A perfect day - saying goodbye

It wasn't the day but the detail. A young man quietly wept into his shirt, covering his face, an older one finding it hard to focus on the road ahead. As the funeral car had pulled away from the hospital the night-shift doctor had come running to pay his respects. The weather unseasonably warm for October, the body, a mother and grandmother peacefully laid out to rest in a room where people obviously cared. A friend from her younger days silently cried and each there, in turn, stood and whispered a prayer, burning incense as they rang a small bell to let the gods know they would like them to listen.

The priest chanting and the detail becoming more vivid. There were two candles, one dancing in a draft from somewhere, the second standing still, a cobweb under a chair in a corner, people slowly folding their prayer beads. And then the helpers from her care home arrived, not one as a representative, but nine who had known her. Each in their everyday clothes, sandals and pens in pockets but they stood one by one and said their own silent prayer, wishing her spirit well on its journey.

The gathering placed flowers and then photographs into the coffin, then mementos from her life, chocolate, the last thing she'd been able to eat, a toy rabbit that had kept her company in the months since her stroke.
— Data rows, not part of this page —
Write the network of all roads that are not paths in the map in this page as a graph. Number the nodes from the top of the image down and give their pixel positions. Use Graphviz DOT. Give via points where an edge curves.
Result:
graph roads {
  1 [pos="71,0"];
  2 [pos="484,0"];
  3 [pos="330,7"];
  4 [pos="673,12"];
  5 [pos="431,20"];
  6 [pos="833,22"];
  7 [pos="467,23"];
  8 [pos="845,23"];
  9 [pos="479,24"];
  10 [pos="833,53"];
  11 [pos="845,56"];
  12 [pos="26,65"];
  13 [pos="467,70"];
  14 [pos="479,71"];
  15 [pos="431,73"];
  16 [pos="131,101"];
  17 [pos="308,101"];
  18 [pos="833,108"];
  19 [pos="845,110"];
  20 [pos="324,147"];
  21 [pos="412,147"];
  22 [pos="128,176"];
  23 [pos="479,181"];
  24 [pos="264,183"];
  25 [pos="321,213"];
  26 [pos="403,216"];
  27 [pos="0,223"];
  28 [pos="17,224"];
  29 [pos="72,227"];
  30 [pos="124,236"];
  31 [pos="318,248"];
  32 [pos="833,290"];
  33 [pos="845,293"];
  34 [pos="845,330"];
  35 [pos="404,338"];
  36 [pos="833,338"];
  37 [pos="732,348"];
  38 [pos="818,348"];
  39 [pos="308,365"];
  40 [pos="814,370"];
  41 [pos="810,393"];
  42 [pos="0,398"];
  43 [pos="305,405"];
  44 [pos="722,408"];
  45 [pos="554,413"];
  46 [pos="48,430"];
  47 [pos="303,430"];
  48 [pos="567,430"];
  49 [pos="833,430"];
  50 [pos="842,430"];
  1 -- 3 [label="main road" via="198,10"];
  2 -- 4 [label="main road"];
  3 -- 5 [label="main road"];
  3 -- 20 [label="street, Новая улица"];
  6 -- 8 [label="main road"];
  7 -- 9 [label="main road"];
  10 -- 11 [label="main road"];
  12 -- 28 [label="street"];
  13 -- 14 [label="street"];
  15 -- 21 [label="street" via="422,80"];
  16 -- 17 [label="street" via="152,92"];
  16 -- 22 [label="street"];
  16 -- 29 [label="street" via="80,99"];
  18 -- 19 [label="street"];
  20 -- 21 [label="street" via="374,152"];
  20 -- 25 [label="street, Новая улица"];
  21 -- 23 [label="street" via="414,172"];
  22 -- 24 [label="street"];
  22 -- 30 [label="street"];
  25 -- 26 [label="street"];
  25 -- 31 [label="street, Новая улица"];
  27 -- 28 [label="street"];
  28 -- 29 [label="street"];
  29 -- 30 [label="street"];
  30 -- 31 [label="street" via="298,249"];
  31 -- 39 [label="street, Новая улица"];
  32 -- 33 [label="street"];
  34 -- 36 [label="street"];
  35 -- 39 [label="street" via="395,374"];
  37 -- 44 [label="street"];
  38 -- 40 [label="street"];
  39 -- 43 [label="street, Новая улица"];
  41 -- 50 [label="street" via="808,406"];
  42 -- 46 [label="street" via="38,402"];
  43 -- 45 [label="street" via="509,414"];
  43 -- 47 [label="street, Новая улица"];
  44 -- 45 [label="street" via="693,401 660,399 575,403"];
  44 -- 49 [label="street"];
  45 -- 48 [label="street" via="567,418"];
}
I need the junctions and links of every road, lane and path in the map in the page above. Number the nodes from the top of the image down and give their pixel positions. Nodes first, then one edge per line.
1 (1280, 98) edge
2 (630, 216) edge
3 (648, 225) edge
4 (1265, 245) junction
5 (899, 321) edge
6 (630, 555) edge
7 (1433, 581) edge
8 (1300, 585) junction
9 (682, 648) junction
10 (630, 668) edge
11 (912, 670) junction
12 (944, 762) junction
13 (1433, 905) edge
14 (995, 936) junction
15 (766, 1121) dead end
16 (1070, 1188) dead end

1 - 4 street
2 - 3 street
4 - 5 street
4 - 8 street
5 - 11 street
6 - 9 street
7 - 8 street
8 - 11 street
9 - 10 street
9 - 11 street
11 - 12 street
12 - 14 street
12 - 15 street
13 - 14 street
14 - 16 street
The dogs sat quietly in the corner and the daughter adjusted her headband and painted on lip-gloss. It has been more than thirty years since she saw her husband and she wanted her to look her best. Then we all held the cover as we finally closed the coffin. 

The cremation took an hour, the priest staying until the fires were started. And when it was over, the remains of the skeleton lay there on the sand and we picked up the bones and placed them in the urn. The groundsman, pausing to pray as he opened the family grave, and stepping down he placed the container alongside the remains of her husband. It was a perfect day, the people who cared were there, and many we didn't know came to say goodbye. And her daughter slept that night, the first time in a long time.